Are you a WordPress “taker”, not a “giver”? Do you eat all the free donuts at church but never volunteer? If yes, I’m calling you out:
Donate at least $1 to every free plugin you actually use.
Alternatively, if the plugin author operates on a “freemium” business model, upgrade today, like you know you’ve always wanted to.
Do you want to donate more than $1 to some? That’s fine. In fact, you could calculate your website or blog’s value and share some of your value with them.
Or, if you have a patch for something broken but haven’t gotten around to sending it to the plugin author because you forgot about everyone else as soon as your own problems were fixed, send it to the plugin author.
Do something to give back. Do it today.
This isn’t new. In the past, Matt Mullenweg declared a Thank a Plugin Developer Day. Maybe you missed it. Today’s your own “Thank a Plugin Developer Day”. Today’s the day to say thank you with one dollar.
Plugin Donation Options
Here’s a list of Q&A’s to help you overcome your objections and just do it. You no longer have an excuse.
- Q1: Why should I donate? WordPress is free so plugins should be free too.
- You chump. WordPress doesn’t cost money to you, but it doesn’t magically appear out of thin air. It does cost time, money, blood, sweat, and tears. Same goes for extending WordPress with plugins. In fact, there’s an inverse relationship among those costs: the more time and money one has, the less blood, sweat, and tears expended. I don’t need to say anything more. Don’t have a chump’s opinion.
- Q2: How can I keep track of my favorites if I have more than one WordPress installation so I can get a list of the plugins I think are worth donating to?
- Matt Mullenweg recently wrote Plugin Directory Refreshed, an article highlighting some of the great changes to the WordPress.org Plugin Repository. One new feature is the “favorites” feature. Just login and click the “❤ Favorite” link underneath the Plugin’s download button. Then visit the “My Favorites” link at the top of the page, next to the “Log Out” link.
- Q3: How do I know where I should donate to?
- If it’s installed and activated on your WordPress website, it’s likely there’s a donate link somewhere in there. If not, check the plugin’s WordPress.org page (remember the My Favorites link) and see if there’s a “Donate to this plugin” link. Here’s an example from Contact Form 7‘s page:
- Q4: Is donating $1 really worth it to the plugin author?

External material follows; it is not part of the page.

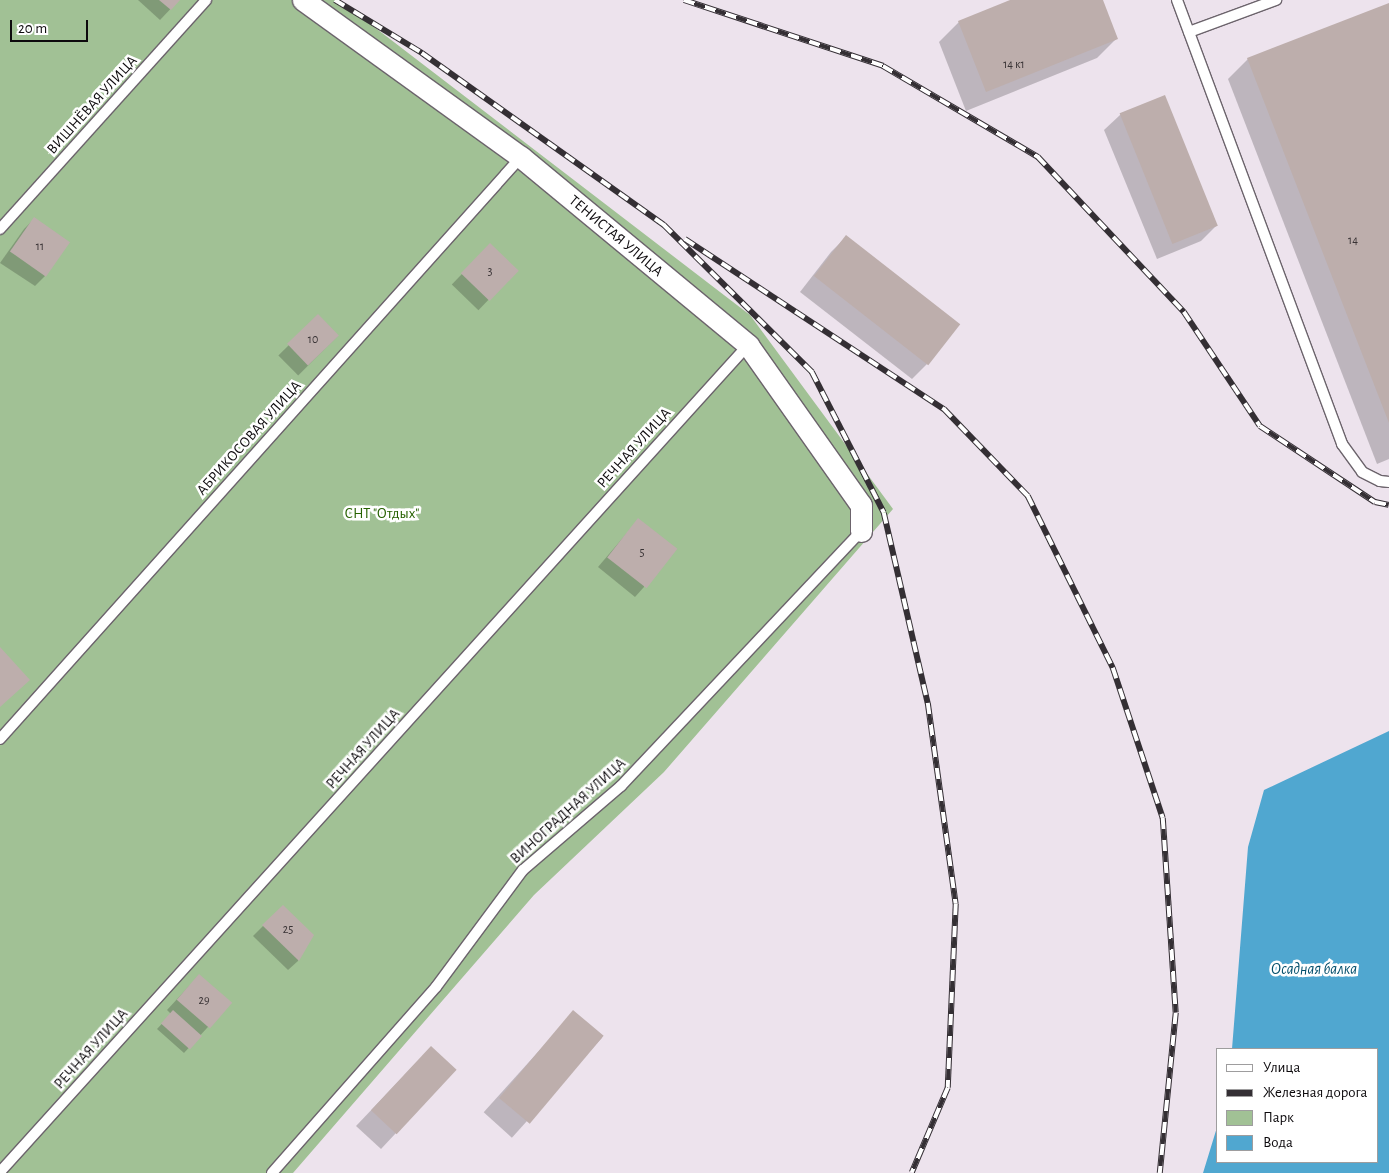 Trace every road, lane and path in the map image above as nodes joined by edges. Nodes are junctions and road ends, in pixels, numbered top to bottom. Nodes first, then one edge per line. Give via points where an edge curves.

- Let me ask you a question: If you had to do zero additional work, would you like to receive $0.67? It’ll automatically be sent to your personal checking account and there are no strings attached. How about 100 times over for $67? Um, yes. So spare a buck and share this post with others to encourage them to do the same.
- Q5: Won’t $1 be an insult, saying the plugin is only worth $1?
- Option 1: Donate more than $1. Yes, that’s allowed.
- Option 2: Stop using the plugin. No one wants that, not even the plugin author. So just donate $1 and write a nice note and link to this post in your PayPal message and they’ll know you mean well, really well.
- Q6: What if I have $0 to spare and just cannot donate money?
- Do you pay for web hosting? If yes, donate $1 per month to your top 12 plugins.
- You should also tell someone you know who has both WordPress and more than $12 about your favorite plugins.
- You could also blog about your favorites on your own site. Spreading the word about good plugins helps the author attract a wider user base, which helps in many ways, one of which is the potential for more donors.
- Q7: I use a bunch of plugins and this sounds like it will take a long time. Do I have to?
- Referencing item #1, above… Don’t be a chump. Is it quicker to click a “donate” link or to develop that plugin’s same functionality by writing the plugin yourself… and supporting others’ questions… and updating it for new versions of WordPress?
- You had time to read this article.
- Stop reading. Copy this link. Click to donate. Write sweet nothings and a link to this article in your donation message. Submit $1 or more. Sleep better at night. Brag about it to your friends.
- Use the WordPress.org Plugin Repository’s “Favorites” feature.
- Use the “Donate to this plugin” link on each plugin’s page.
- If there’s no link there, check in your WordPress installation’s settings page for each plugin you have activated.
- Share this post with others to turn your $1 into $2, and $2 into $4.
- Why? Because you know you’ve wanted to and because it helps you by encouraging ongoing development, for both updates and new plugins.
P.S. If you are a developer of free WordPress plugins, thank you. I invite you to add your own WordPress donation link. If you eat all the donuts, volunteer once, just once.